- _Problem details_
Look through the entries below and say how many lines contain the string "WEST". Give the number only.

- _Supplied records_
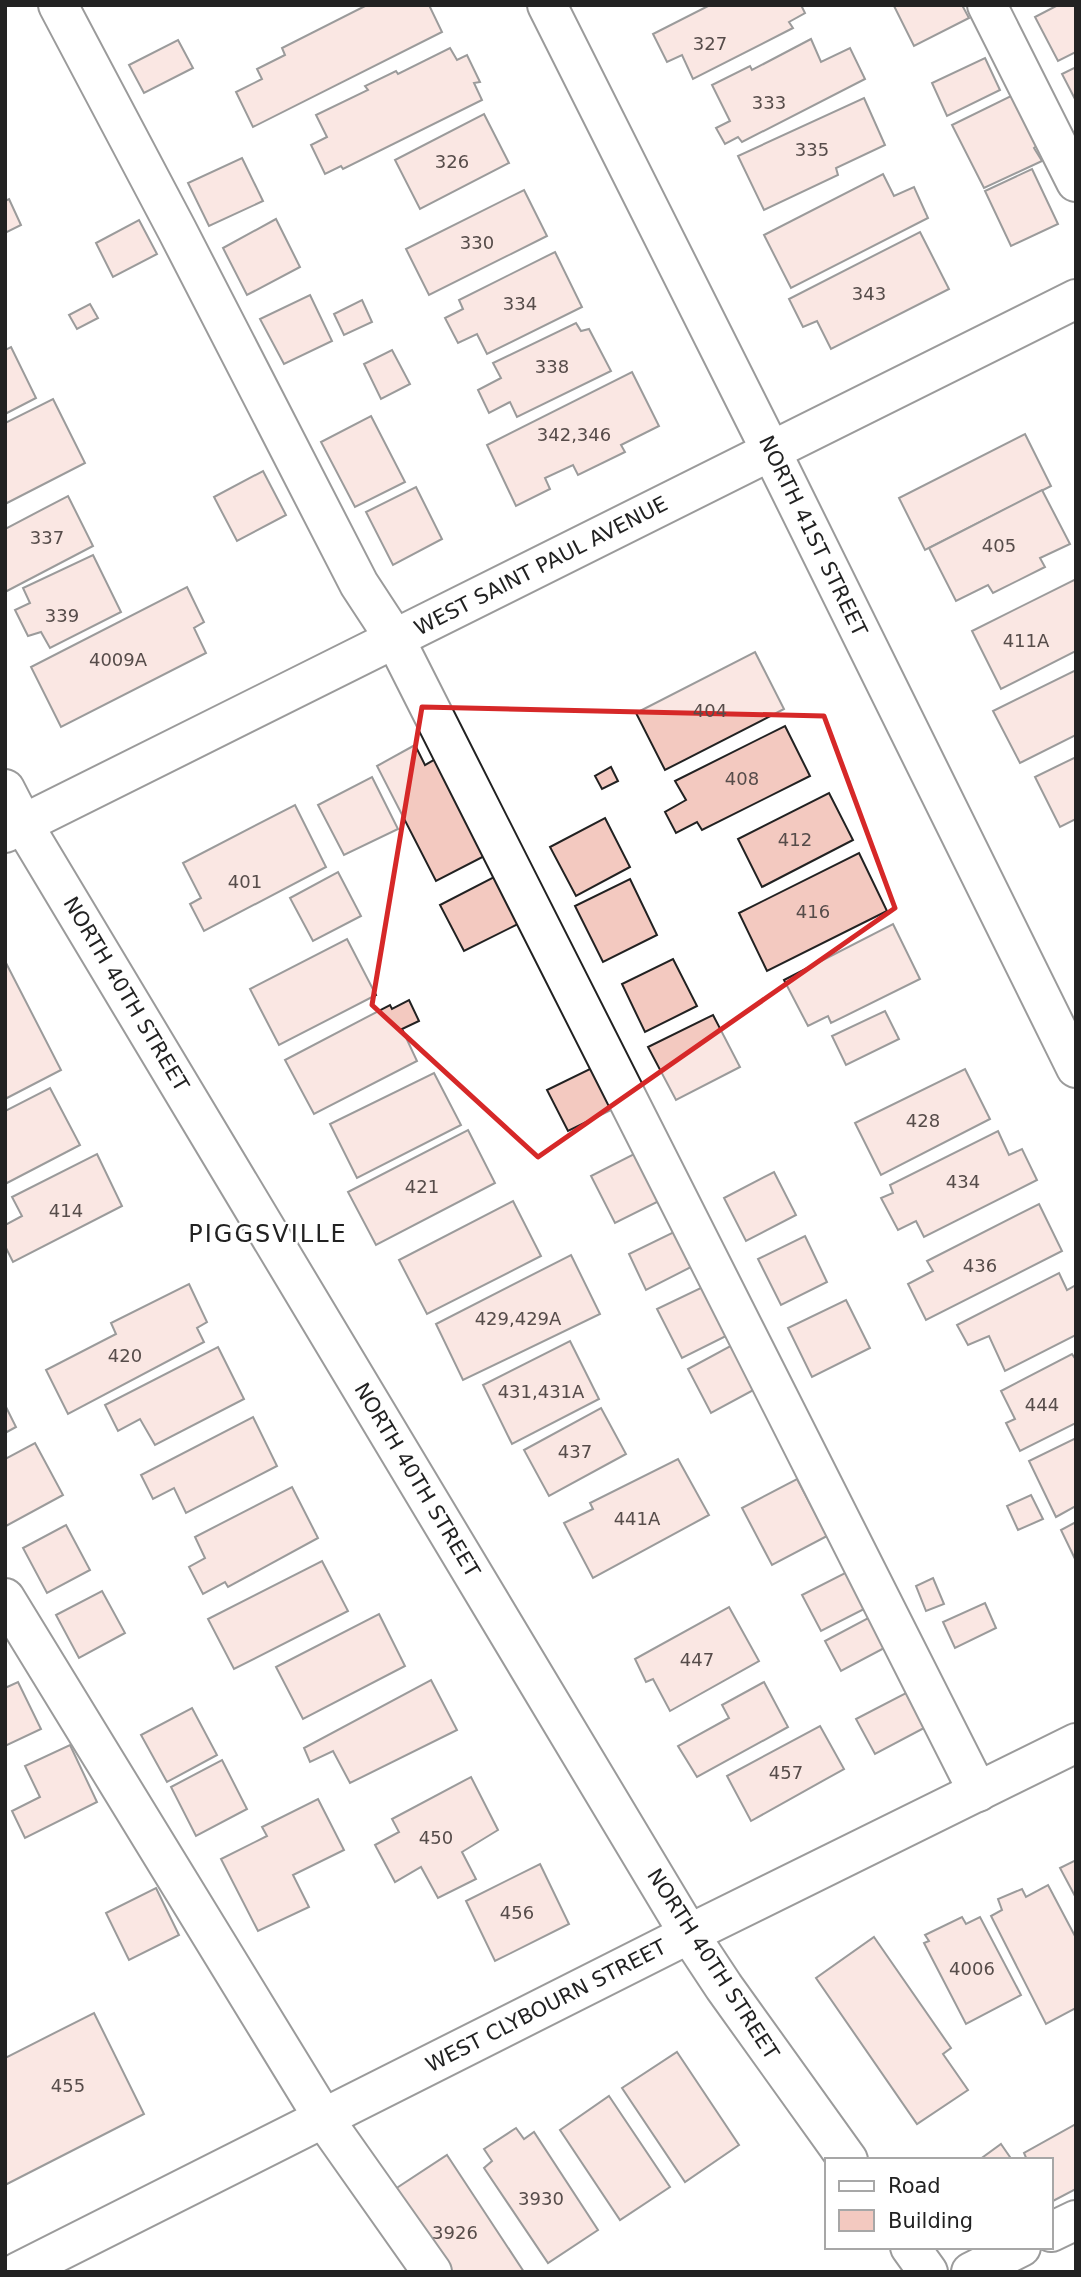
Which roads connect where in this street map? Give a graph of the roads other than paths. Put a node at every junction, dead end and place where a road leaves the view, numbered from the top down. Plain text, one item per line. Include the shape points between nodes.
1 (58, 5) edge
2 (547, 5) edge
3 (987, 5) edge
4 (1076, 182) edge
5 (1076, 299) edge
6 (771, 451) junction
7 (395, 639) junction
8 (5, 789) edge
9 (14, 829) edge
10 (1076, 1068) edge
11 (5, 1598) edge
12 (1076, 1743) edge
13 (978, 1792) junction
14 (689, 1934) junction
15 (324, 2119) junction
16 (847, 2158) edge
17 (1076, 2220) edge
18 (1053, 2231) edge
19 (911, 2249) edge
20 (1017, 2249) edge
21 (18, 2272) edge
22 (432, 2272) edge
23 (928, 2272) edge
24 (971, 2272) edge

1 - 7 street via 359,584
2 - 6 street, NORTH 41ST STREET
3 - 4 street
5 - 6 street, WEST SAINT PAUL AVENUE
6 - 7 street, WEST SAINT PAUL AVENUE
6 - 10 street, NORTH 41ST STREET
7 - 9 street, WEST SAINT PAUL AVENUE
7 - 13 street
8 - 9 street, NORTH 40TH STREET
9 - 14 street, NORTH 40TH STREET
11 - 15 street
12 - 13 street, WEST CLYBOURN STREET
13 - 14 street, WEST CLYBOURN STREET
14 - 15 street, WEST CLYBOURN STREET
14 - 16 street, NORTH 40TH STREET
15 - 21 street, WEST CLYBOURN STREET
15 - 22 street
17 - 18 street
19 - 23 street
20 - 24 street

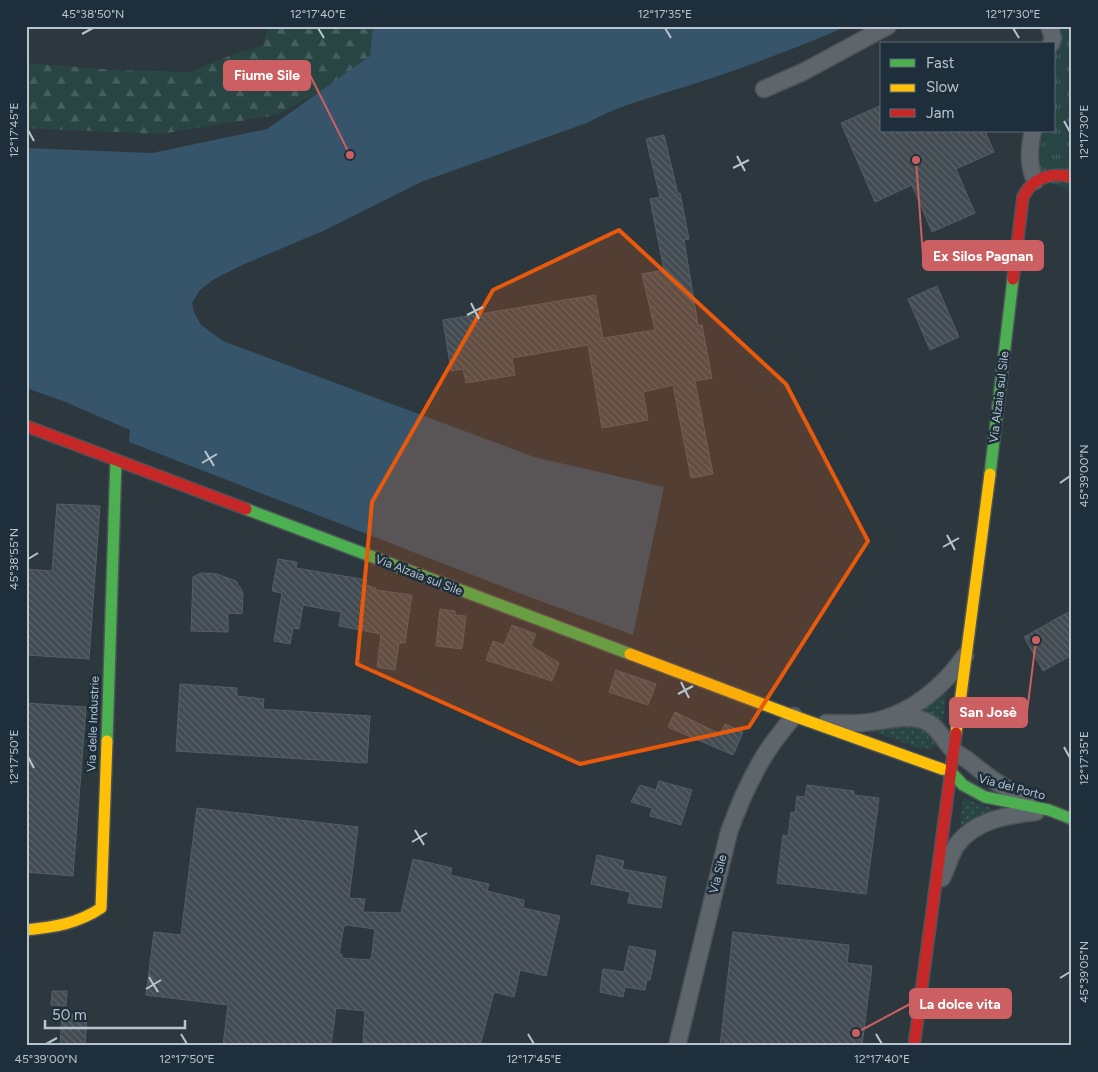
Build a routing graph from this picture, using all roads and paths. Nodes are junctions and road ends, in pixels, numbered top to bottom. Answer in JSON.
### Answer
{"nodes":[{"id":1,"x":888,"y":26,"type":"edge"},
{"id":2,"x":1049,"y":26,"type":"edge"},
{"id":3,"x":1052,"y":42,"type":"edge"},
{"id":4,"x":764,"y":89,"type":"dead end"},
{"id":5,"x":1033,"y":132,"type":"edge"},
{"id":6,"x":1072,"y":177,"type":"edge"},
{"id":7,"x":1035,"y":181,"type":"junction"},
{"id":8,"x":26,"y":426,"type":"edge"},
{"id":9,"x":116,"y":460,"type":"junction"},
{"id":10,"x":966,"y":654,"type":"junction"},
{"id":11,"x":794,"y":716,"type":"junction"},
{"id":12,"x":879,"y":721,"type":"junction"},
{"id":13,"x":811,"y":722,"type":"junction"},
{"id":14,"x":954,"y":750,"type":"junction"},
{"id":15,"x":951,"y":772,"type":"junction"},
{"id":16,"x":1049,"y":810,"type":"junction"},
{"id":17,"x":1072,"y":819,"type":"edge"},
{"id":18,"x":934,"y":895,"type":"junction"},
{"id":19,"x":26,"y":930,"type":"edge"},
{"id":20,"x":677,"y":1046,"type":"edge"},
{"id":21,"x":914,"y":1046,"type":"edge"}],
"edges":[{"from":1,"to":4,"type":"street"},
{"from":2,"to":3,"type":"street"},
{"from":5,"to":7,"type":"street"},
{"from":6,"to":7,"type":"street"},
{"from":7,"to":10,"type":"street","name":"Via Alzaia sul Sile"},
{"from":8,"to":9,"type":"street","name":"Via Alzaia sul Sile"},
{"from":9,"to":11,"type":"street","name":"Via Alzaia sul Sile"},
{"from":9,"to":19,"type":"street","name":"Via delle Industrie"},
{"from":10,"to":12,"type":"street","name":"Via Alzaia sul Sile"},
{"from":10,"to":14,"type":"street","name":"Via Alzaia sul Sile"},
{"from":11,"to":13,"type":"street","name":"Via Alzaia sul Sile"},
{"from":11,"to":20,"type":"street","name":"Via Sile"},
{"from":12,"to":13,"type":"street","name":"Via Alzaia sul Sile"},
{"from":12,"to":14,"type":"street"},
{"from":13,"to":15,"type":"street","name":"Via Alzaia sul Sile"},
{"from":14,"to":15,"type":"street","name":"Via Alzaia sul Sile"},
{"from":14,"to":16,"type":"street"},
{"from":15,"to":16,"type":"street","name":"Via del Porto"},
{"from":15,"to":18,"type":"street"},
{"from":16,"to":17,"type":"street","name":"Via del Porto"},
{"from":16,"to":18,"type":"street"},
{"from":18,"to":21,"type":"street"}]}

- _Written response_
7